DATA FOR THIS TASK »
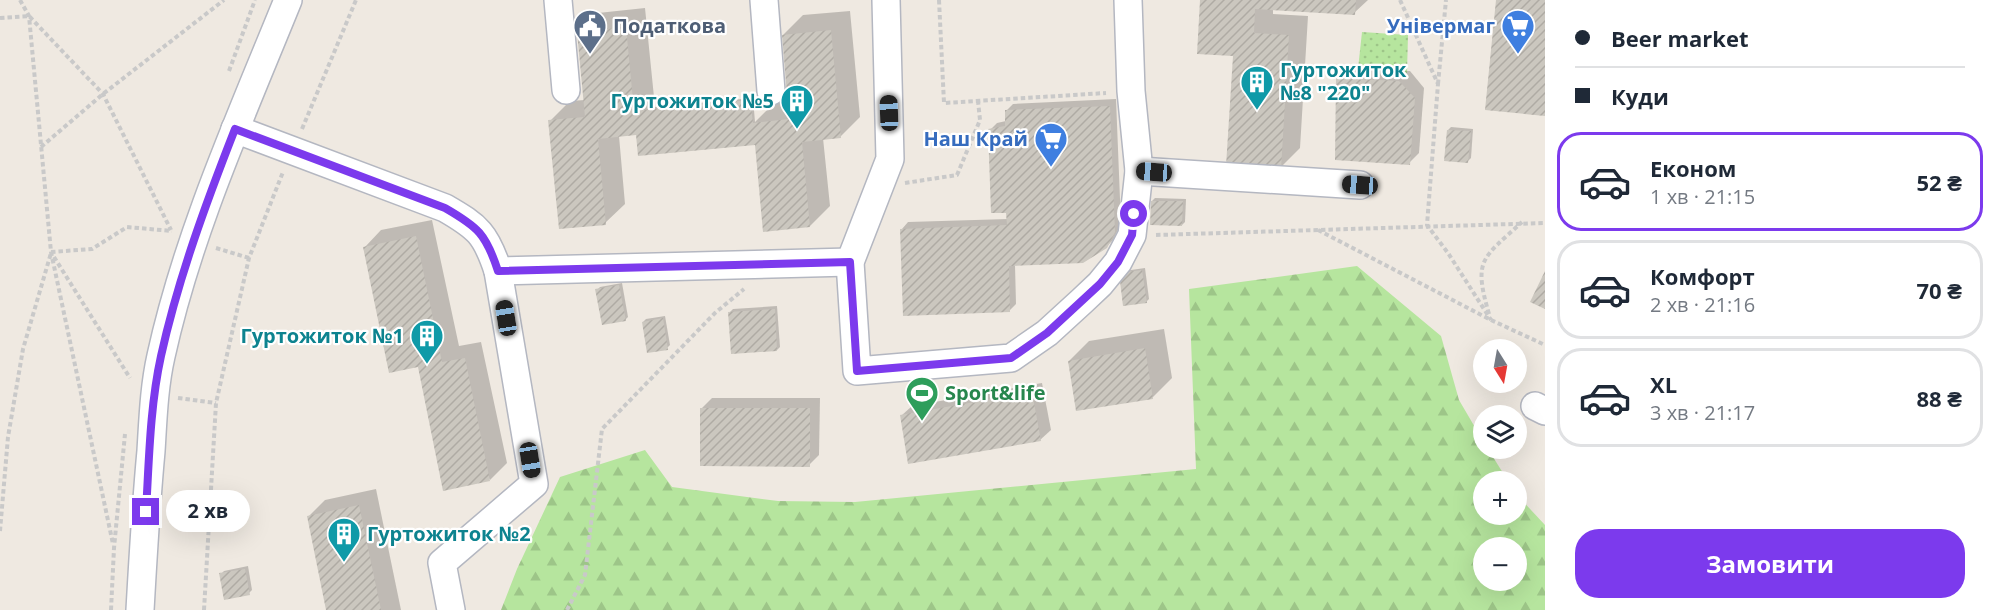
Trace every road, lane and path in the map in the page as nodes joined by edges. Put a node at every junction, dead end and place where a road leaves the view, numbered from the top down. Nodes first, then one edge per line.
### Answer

--

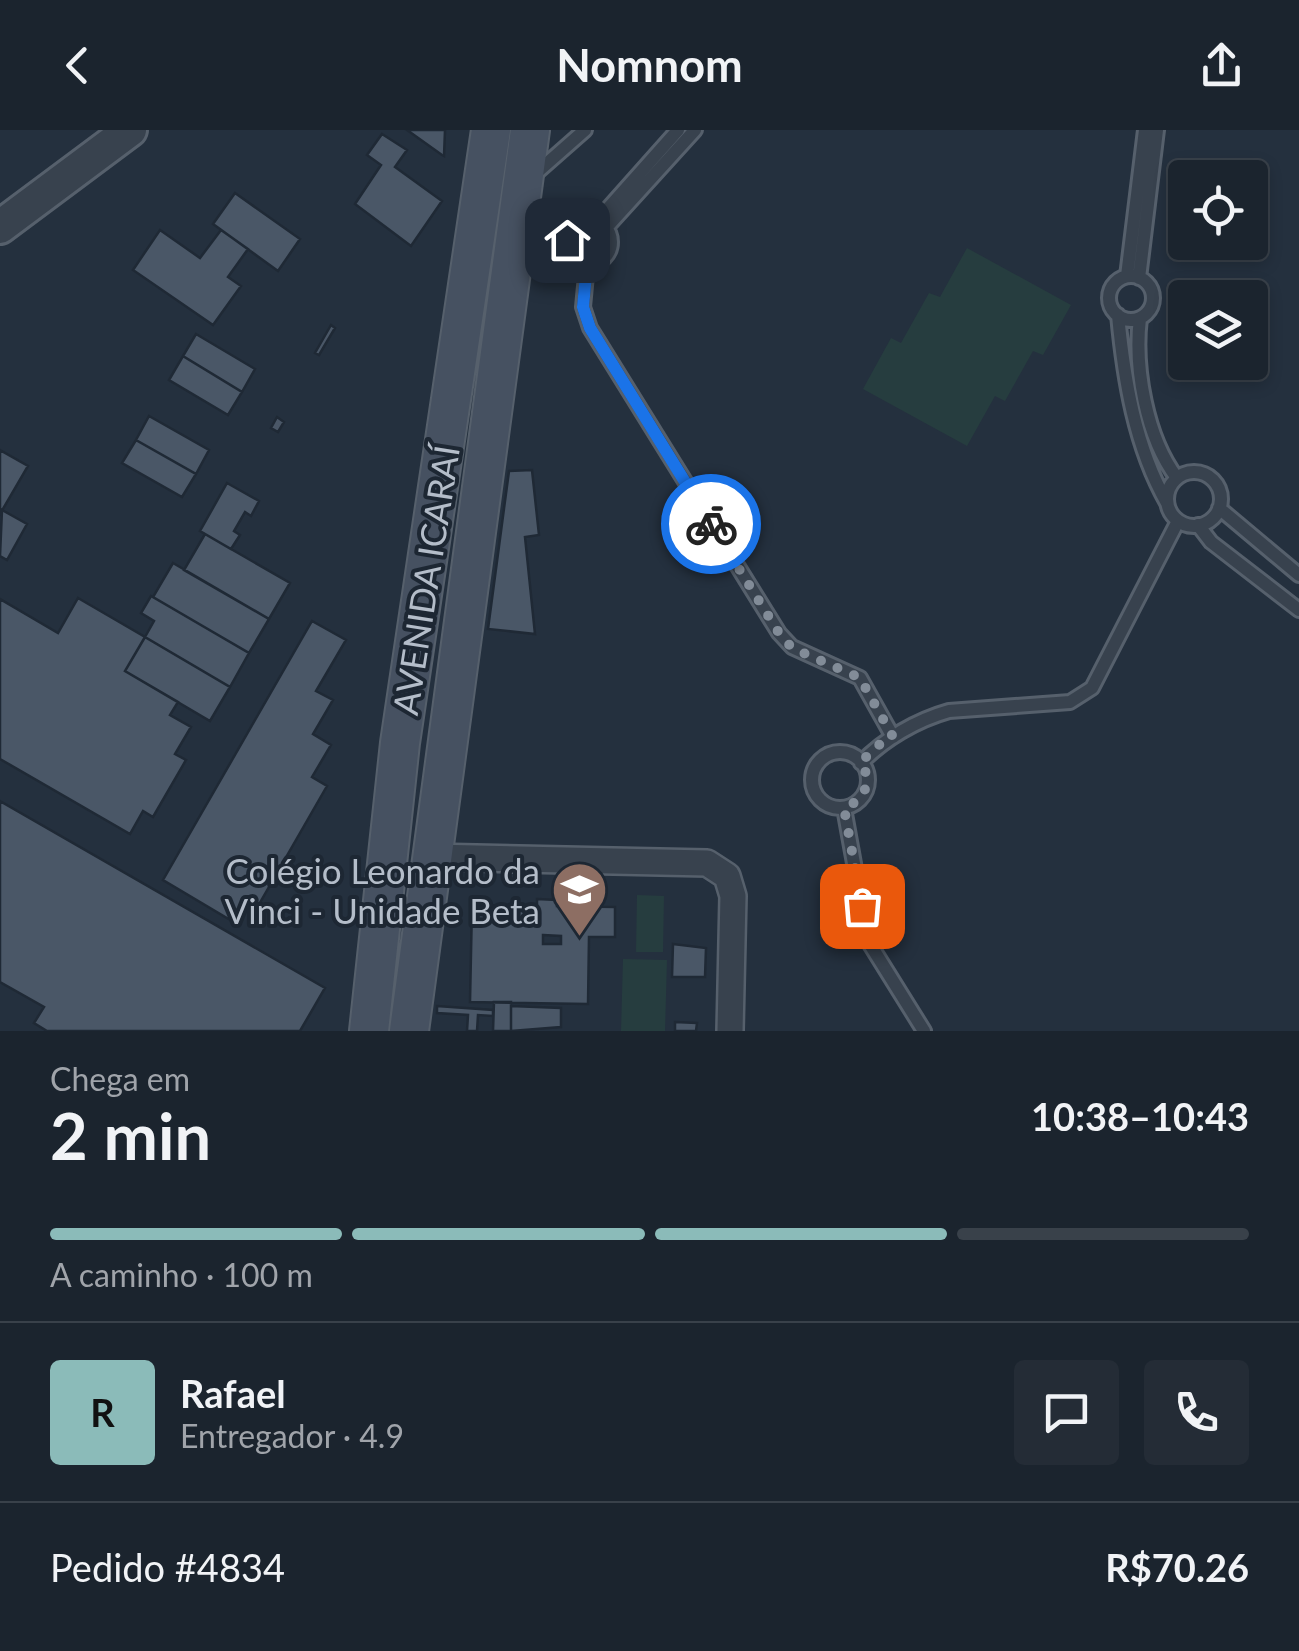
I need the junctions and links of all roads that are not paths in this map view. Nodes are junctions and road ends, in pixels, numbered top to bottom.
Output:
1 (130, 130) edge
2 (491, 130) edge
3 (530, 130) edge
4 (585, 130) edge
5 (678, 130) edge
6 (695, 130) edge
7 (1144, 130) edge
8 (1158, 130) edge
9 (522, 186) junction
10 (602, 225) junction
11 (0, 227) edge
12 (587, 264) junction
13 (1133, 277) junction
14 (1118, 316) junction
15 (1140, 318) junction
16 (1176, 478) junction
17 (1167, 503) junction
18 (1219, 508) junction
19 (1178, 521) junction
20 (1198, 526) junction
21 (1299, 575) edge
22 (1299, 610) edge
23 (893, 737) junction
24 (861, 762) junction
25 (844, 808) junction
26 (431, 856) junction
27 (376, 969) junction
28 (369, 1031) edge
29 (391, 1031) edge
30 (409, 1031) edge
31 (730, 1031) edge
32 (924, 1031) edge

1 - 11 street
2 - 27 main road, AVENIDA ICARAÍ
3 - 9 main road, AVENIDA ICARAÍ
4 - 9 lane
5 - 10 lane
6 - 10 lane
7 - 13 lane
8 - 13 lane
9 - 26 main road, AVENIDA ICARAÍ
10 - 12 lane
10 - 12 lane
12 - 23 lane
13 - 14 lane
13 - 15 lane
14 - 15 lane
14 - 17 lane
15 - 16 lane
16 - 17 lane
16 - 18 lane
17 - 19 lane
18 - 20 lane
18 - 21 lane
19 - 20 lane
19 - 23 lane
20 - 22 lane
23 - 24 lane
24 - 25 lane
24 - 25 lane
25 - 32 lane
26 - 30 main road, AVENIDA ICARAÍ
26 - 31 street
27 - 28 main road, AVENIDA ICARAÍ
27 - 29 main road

EXERCISE » In the entries, find every line holding "numbered" and copy it.

OUTPUT OF THE TASK »
Trace every road, lane and path in the map in the page as nodes joined by edges. Put a node at every junction, dead end and place where a road leaves the view, numbered from the top down. Nodes first, then one edge per line.
I need the junctions and links of all roads that are not paths in this map view. Nodes are junctions and road ends, in pixels, numbered top to bottom.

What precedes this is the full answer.